• Exercise
Look through the records below and copy each line that includes the word "Avenida".

Collected data:
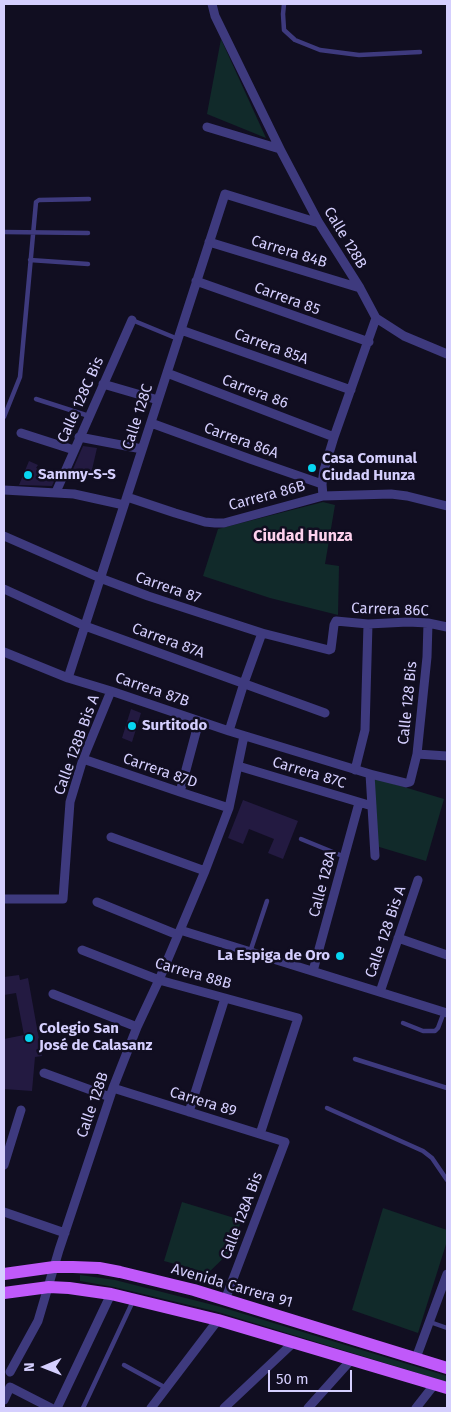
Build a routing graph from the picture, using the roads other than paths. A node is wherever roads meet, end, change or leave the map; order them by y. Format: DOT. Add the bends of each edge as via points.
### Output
graph roads {
  1 [pos="212,4"];
  2 [pos="284,4"];
  3 [pos="420,52"];
  4 [pos="206,127"];
  5 [pos="280,149"];
  6 [pos="89,199"];
  7 [pos="319,223"];
  8 [pos="4,232"];
  9 [pos="33,232"];
  10 [pos="88,233"];
  11 [pos="209,242"];
  12 [pos="30,260"];
  13 [pos="88,264"];
  14 [pos="196,281"];
  15 [pos="360,288"];
  16 [pos="376,318"];
  17 [pos="132,320"];
  18 [pos="179,334"];
  19 [pos="368,342"];
  20 [pos="447,354"];
  21 [pos="167,373"];
  22 [pos="103,384"];
  23 [pos="352,390"];
  24 [pos="36,400"];
  25 [pos="158,400"];
  26 [pos="89,416"];
  27 [pos="4,417"];
  28 [pos="151,423"];
  29 [pos="21,433"];
  30 [pos="79,437"];
  31 [pos="334,437"];
  32 [pos="142,449"];
  33 [pos="74,450"];
  34 [pos="322,484"];
  35 [pos="4,490"];
  36 [pos="56,492"];
  37 [pos="323,496"];
  38 [pos="125,501"];
  39 [pos="447,506"];
  40 [pos="4,536"];
  41 [pos="100,578"];
  42 [pos="4,589"];
  43 [pos="428,623"];
  44 [pos="368,624"];
  45 [pos="85,626"];
  46 [pos="447,627"];
  47 [pos="262,633"];
  48 [pos="330,650"];
  49 [pos="4,652"];
  50 [pos="68,678"];
  51 [pos="244,683"];
  52 [pos="111,690"];
  53 [pos="325,712"];
  54 [pos="199,721"];
  55 [pos="229,731"];
  56 [pos="244,736"];
  57 [pos="417,754"];
  58 [pos="447,756"];
  59 [pos="83,759"];
  60 [pos="238,766"];
  61 [pos="355,770"];
  62 [pos="370,774"];
  63 [pos="408,783"];
  64 [pos="180,792"];
  65 [pos="359,803"];
  66 [pos="372,806"];
  67 [pos="229,808"];
  68 [pos="111,837"];
  69 [pos="301,839"];
  70 [pos="375,856"];
  71 [pos="345,857"];
  72 [pos="206,871"];
  73 [pos="418,880"];
  74 [pos="4,899"];
  75 [pos="267,901"];
  76 [pos="97,902"];
  77 [pos="179,933"];
  78 [pos="398,938"];
  79 [pos="82,950"];
  80 [pos="250,952"];
  81 [pos="447,955"];
  82 [pos="314,971"];
  83 [pos="159,980"];
  84 [pos="380,992"];
  85 [pos="53,994"];
  86 [pos="225,998"];
  87 [pos="446,1012"];
  88 [pos="402,1023"];
  89 [pos="137,1027"];
  90 [pos="355,1059"];
  91 [pos="44,1073"];
  92 [pos="447,1088"];
  93 [pos="112,1093"];
  94 [pos="327,1108"];
  95 [pos="21,1110"];
  96 [pos="189,1112"];
  97 [pos="260,1134"];
  98 [pos="284,1142"];
  99 [pos="4,1165"];
  100 [pos="447,1180"];
  101 [pos="4,1212"];
  102 [pos="65,1233"];
  103 [pos="54,1267"];
  104 [pos="4,1274"];
  105 [pos="447,1274"];
  106 [pos="49,1288"];
  107 [pos="4,1293"];
  108 [pos="111,1294"];
  109 [pos="134,1299"];
  110 [pos="225,1300"];
  111 [pos="218,1320"];
  112 [pos="430,1322"];
  113 [pos="447,1328"];
  114 [pos="293,1343"];
  115 [pos="416,1358"];
  116 [pos="351,1360"];
  117 [pos="124,1365"];
  118 [pos="447,1368"];
  119 [pos="10,1372"];
  120 [pos="434,1385"];
  121 [pos="166,1388"];
  122 [pos="447,1388"];
  123 [pos="4,1400"];
  124 [pos="51,1408"];
  125 [pos="57,1408"];
  126 [pos="83,1408"];
  127 [pos="151,1408"];
  128 [pos="224,1408"];
  129 [pos="308,1408"];
  130 [pos="416,1408"];
  1 -- 5 [label="street, Calle 128B"];
  2 -- 3 [label="lane" via="284,30 295,40 320,50 359,55"];
  4 -- 5 [label="street"];
  5 -- 7 [label="street, Calle 128B"];
  6 -- 9 [label="lane" via="39,200 36,202"];
  7 -- 11 [label="street, Calle 128C" via="225,194"];
  7 -- 15 [label="street, Calle 128B"];
  8 -- 9 [label="lane"];
  9 -- 10 [label="lane"];
  9 -- 12 [label="lane"];
  11 -- 14 [label="street, Calle 128C"];
  11 -- 15 [label="street, Carrera 84B"];
  12 -- 13 [label="lane"];
  12 -- 27 [label="lane" via="20,377"];
  14 -- 18 [label="street, Calle 128C"];
  14 -- 19 [label="street, Carrera 85"];
  15 -- 16 [label="street, Calle 128B"];
  16 -- 19 [label="street"];
  16 -- 20 [label="street" via="404,336"];
  17 -- 18 [label="lane"];
  17 -- 22 [label="street, Calle 128C Bis"];
  18 -- 21 [label="street, Calle 128C"];
  18 -- 23 [label="street, Carrera 85A"];
  19 -- 23 [label="street"];
  21 -- 25 [label="street, Calle 128C"];
  21 -- 31 [label="street, Carrera 86"];
  22 -- 25 [label="street"];
  22 -- 26 [label="street, Calle 128C Bis"];
  23 -- 31 [label="street"];
  24 -- 26 [label="lane"];
  25 -- 28 [label="street, Calle 128C"];
  26 -- 30 [label="street, Calle 128C Bis"];
  28 -- 32 [label="street, Calle 128C"];
  28 -- 34 [label="street, Carrera 86A"];
  29 -- 33 [label="street"];
  30 -- 32 [label="street"];
  30 -- 33 [label="street, Calle 128C Bis"];
  31 -- 34 [label="street"];
  32 -- 38 [label="street, Calle 128C"];
  33 -- 36 [label="street, Calle 128C Bis"];
  34 -- 37 [label="street"];
  35 -- 36 [label="street, Carrera 86B"];
  36 -- 38 [label="street, Carrera 86B"];
  37 -- 38 [label="street, Carrera 86B" via="224,523 206,522"];
  37 -- 39 [label="street, Carrera 86B" via="391,494"];
  38 -- 41 [label="street, Calle 128C"];
  40 -- 41 [label="street, Carrera 87"];
  41 -- 45 [label="street, Calle 128C"];
  41 -- 47 [label="street, Carrera 87"];
  42 -- 45 [label="street, Carrera 87A"];
  43 -- 44 [label="street, Carrera 86C"];
  43 -- 46 [label="street, Carrera 86C"];
  43 -- 57 [label="street, Calle 128 Bis"];
  44 -- 48 [label="street, Carrera 86C" via="336,622"];
  44 -- 61 [label="street" via="365,730"];
  45 -- 50 [label="street, Calle 128C"];
  45 -- 51 [label="street, Carrera 87A"];
  47 -- 48 [label="street, Carrera 87"];
  47 -- 51 [label="street"];
  49 -- 50 [label="street, Carrera 87B"];
  50 -- 52 [label="street, Carrera 87B"];
  51 -- 53 [label="street, Carrera 87A"];
  51 -- 55 [label="street"];
  52 -- 54 [label="street, Carrera 87B"];
  52 -- 59 [label="street, Calle 128B Bis A"];
  54 -- 55 [label="street, Carrera 87B"];
  54 -- 64 [label="street"];
  55 -- 56 [label="street, Carrera 87B"];
  56 -- 60 [label="street, Calle 128B"];
  56 -- 61 [label="street, Carrera 87B"];
  57 -- 58 [label="street"];
  57 -- 63 [label="street, Calle 128 Bis"];
  59 -- 64 [label="street, Carrera 87D"];
  59 -- 74 [label="street, Calle 128B Bis A" via="70,802 63,899"];
  60 -- 65 [label="street, Carrera 87C"];
  60 -- 67 [label="street, Calle 128B"];
  61 -- 62 [label="street, Carrera 87B"];
  62 -- 63 [label="street, Carrera 87B"];
  62 -- 66 [label="street"];
  64 -- 67 [label="street, Carrera 87D"];
  65 -- 66 [label="street, Carrera 87C"];
  65 -- 71 [label="street, Calle 128A"];
  66 -- 70 [label="street"];
  67 -- 72 [label="street, Calle 128B"];
  68 -- 72 [label="street"];
  69 -- 71 [label="lane"];
  71 -- 82 [label="street, Calle 128A"];
  72 -- 77 [label="street, Calle 128B"];
  73 -- 78 [label="street, Calle 128 Bis A"];
  75 -- 80 [label="lane"];
  76 -- 77 [label="street"];
  77 -- 80 [label="street"];
  77 -- 83 [label="street, Calle 128B"];
  78 -- 81 [label="street"];
  78 -- 84 [label="street, Calle 128 Bis A"];
  79 -- 83 [label="street, Carrera 88B"];
  80 -- 82 [label="street"];
  82 -- 84 [label="street"];
  83 -- 86 [label="street, Carrera 88B"];
  83 -- 89 [label="street, Calle 128B"];
  84 -- 87 [label="street"];
  85 -- 89 [label="street"];
  86 -- 96 [label="street"];
  86 -- 97 [label="street, Carrera 88B" via="298,1018"];
  87 -- 88 [label="lane" via="435,1031 423,1031"];
  89 -- 93 [label="street, Calle 128B"];
  90 -- 92 [label="lane"];
  91 -- 93 [label="street, Carrera 89"];
  93 -- 96 [label="street, Carrera 89"];
  93 -- 102 [label="street, Calle 128B"];
  94 -- 100 [label="lane" via="423,1151"];
  95 -- 99 [label="street"];
  96 -- 97 [label="street, Carrera 89"];
  97 -- 98 [label="street, Carrera 89"];
  98 -- 110 [label="street, Calle 128A Bis"];
  101 -- 102 [label="street"];
  102 -- 103 [label="street, Calle 128B"];
  103 -- 104 [label="main road, Avenida Carrera 91"];
  103 -- 106 [label="street, Calle 128B"];
  103 -- 110 [label="main road, Avenida Carrera 91" via="88,1267 120,1272"];
  105 -- 112 [label="street"];
  106 -- 107 [label="main road"];
  106 -- 108 [label="main road"];
  106 -- 119 [label="street, Calle 128B" via="38,1321"];
  108 -- 109 [label="main road"];
  108 -- 125 [label="street"];
  109 -- 111 [label="main road"];
  109 -- 126 [label="lane"];
  110 -- 115 [label="main road, Avenida Carrera 91"];
  111 -- 114 [label="main road"];
  111 -- 121 [label="street"];
  112 -- 113 [label="lane"];
  112 -- 115 [label="street"];
  114 -- 116 [label="main road"];
  114 -- 128 [label="street"];
  115 -- 118 [label="main road, Avenida Carrera 91"];
  116 -- 120 [label="main road"];
  116 -- 129 [label="street"];
  117 -- 121 [label="lane"];
  120 -- 122 [label="main road"];
  120 -- 130 [label="street"];
  121 -- 127 [label="street"];
  123 -- 124 [label="street" via="10,1387"];
}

• Response to the exercise
  103 -- 104 [label="main road, Avenida Carrera 91"];
  103 -- 110 [label="main road, Avenida Carrera 91" via="88,1267 120,1272"];
  110 -- 115 [label="main road, Avenida Carrera 91"];
  115 -- 118 [label="main road, Avenida Carrera 91"];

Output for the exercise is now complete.